Les personnes soussignées attendent des autorités qu'elles prennent toutes les mesures complémentaires nécessaires pour revitaliser les activités culturelles du canton. En outre, les promoteurs de la pétition souhaitent être reçus par la commission des pétitions pour exposer leurs motifs.
N.B.: 5'219 signatures
ORFEE
c/o SSM case 811211 Genève 8
Audition des pétitionnaires
Le 17 mai 1993, sous la présidence de Mme Fabienne Bugnon, la commission a procédé à l'audition des pétitionnaires, à savoir MM. Knöpfel et Kleinmann.
M. Knöpfel fait un historique de la situation: le problème du déménagement des studios de la SSR à Lausanne n'est pas nouveau. En 1978 déjà, lors d'une restructuration, les Genevois ont craint que la totalité de la SSR ne déménage dans le chef-lieu vaudois. Appréhendant également ce départ, la «Fondation de la radio-télévision de Genève» avait stipulé comme clause à sa donation des studios et du droit de superficie des terrains où elle se trouve toujours aujourd'hui que la SSR s'engage à ne pas modifier le lieu de ses émissions radiophoniques. Une condition impérative qui fut acceptée par la SSR dans un courrier daté du 25 février 1977 et qui donnait la garantie qu'elle ne déplacerait pas les studios genevois.
Si les pétitionnaires n'ont réagi au démantèlement des studios que cette année, en fait une désaffection «douce» était déjà engagée depuis 1989, notamment par abandon de certains studios, de transfert de personnel, etc.
A cette date, la SSR était déjà revenue sur ce qu'elle avait décidé en 1978. Au 1er avril 1993, tout le personnel de la première chaîne avait été transféré à Lausanne. Mais la direction minimise ce transfert.

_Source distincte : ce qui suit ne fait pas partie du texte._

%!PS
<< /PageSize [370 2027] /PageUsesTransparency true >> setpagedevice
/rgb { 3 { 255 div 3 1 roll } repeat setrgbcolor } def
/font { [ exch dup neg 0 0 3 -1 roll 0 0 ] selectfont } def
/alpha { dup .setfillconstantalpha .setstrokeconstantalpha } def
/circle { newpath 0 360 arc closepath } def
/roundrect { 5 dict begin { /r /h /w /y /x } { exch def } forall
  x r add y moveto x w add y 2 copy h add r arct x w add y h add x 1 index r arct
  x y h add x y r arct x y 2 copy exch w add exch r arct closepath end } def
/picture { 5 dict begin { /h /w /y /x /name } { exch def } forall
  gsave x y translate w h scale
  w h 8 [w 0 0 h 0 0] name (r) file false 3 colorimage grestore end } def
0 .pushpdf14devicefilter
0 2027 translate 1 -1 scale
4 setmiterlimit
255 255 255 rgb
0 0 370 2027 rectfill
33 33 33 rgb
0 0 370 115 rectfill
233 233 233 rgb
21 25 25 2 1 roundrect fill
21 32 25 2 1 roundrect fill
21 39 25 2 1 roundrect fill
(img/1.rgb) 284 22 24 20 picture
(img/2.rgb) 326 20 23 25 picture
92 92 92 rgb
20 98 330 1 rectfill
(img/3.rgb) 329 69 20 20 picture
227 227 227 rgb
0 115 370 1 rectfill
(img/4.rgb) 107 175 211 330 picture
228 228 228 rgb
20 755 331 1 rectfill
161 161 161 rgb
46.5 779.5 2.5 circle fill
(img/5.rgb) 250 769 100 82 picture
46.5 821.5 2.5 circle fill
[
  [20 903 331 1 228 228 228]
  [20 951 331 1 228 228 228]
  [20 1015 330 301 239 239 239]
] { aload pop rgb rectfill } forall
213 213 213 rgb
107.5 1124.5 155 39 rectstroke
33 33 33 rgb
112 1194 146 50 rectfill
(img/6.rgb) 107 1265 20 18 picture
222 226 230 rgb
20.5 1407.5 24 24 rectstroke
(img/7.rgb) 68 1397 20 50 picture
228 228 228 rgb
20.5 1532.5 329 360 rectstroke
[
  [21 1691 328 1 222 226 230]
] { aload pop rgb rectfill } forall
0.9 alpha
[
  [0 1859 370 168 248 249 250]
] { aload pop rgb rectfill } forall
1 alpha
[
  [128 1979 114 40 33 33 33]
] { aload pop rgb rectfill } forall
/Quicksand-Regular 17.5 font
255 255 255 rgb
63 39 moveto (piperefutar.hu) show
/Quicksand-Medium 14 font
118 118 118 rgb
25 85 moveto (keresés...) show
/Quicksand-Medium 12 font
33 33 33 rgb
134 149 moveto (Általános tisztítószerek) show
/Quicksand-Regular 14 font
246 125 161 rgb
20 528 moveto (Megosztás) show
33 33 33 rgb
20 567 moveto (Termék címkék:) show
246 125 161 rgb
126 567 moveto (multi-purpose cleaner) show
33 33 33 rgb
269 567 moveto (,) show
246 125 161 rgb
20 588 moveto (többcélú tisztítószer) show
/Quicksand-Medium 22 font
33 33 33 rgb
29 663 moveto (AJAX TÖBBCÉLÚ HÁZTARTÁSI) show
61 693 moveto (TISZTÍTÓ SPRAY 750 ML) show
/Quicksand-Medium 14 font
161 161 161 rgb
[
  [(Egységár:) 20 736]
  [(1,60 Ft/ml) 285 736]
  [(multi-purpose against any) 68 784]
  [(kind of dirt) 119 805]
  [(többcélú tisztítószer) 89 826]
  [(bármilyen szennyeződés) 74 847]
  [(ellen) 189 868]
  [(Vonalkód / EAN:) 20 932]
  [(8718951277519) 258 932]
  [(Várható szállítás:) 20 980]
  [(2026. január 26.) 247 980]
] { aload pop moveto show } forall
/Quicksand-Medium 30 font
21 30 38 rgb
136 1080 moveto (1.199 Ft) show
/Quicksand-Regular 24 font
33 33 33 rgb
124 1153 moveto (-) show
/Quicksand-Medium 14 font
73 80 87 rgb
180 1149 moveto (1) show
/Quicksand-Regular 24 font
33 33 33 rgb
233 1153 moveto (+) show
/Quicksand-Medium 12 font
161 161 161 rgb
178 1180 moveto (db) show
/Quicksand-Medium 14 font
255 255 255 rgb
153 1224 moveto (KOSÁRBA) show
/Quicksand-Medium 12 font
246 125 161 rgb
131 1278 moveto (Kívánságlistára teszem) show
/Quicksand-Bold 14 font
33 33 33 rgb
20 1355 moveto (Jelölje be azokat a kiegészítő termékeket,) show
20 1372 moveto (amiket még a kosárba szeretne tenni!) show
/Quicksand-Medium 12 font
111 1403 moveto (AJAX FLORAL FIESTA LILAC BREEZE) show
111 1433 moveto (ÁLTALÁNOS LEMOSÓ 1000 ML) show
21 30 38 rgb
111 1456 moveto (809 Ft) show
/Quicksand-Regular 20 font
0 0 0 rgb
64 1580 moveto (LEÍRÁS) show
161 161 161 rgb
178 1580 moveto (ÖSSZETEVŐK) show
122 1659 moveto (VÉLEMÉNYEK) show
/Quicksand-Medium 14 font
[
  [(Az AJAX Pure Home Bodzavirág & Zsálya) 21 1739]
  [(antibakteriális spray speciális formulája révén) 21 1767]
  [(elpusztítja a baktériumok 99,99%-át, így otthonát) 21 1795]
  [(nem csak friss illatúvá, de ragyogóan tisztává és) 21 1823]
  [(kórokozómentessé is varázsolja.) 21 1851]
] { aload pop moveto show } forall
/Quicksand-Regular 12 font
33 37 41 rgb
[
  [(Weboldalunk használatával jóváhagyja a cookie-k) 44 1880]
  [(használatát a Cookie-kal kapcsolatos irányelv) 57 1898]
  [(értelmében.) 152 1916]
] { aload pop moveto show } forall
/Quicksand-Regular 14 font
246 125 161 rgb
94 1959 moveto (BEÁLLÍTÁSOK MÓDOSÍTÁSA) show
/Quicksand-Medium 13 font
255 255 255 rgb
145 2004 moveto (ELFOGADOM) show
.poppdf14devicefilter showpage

Ce sont des impératifs économiques et financiers qui le justifient aux yeux de la SSR. Mais, estiment les pétitionnaires, Genève sera perdante.
M. Georges Kleinmann, ancien membre du comité directeur de la SSR, met l'accent sur le fait que notre ville sera notamment perdante, au plan culturel, à l'heure même où le slogan «Genève gagne» fleurit un peu partout.
La «première» étant déjà transférée à Lausanne, il ne reste, en nos murs, qu'«Espace 2». La déplacer dans le canton de Vaud, c'est priver Genève d'une voix.
Il s'ajoute à ce manque culturel évident, des questions d'ordre pratique et professionnel: perte de temps pour le personnel qui devra se déplacer. Perte d'un certain nombre d'emplois de la radio, c'est-à-dire perte d'un savoir-faire certain et d'emplois pour les jeunes. D'où appauvrissement à la fois culturel et économique.
Audition de représentants d'ORFEE (Organisation de résistancecontre les fuites de l'emploi à l'extérieur)
Le 24 mai 1993, la commission des pétitions procédait à l'audition de représentants de cette organisation, à savoir MM. Y. Court, journaliste à la SSR, A. Fasel, ancien président de l'ARG, C. Gygi, chef de l'entretien technique à la SSR et A. Zumbach, musicien à la SSR depuis 1965.
M. Fasel, tout comme M. Knöpfel lors de l'audition précédente, souligne les garanties données comme clauses de rigueur et conditions essentielles de cessions des bâtiments genevois à la SSR, du 31 janvier 1978. Il fait remarquer que Lausanne ne dispose pas de studios suffisants pour loger ceux de Genève. Or la SSR à Lausanne a obtenu de la direction générale de Berne le financement de la construction d'un bâtiment supplémentaire dans le chef-lieu vaudois. Il qualifie de «très grave» cet appui.
M. Gygi souligne que la pétition a été lancée notamment en raison du fait qu'au mois de septembre 1992, l'un des studios spécialisés a été démoli et est devenu inopérant. Des investissements consentis tous les cinq ans, en vue de la rénovation de ces studios, ont été bloqués. Une situation inquiétante, selon lui, car certains des studios sont en bon état et d'autres pas. Le matériel devient désuet voire obsolète.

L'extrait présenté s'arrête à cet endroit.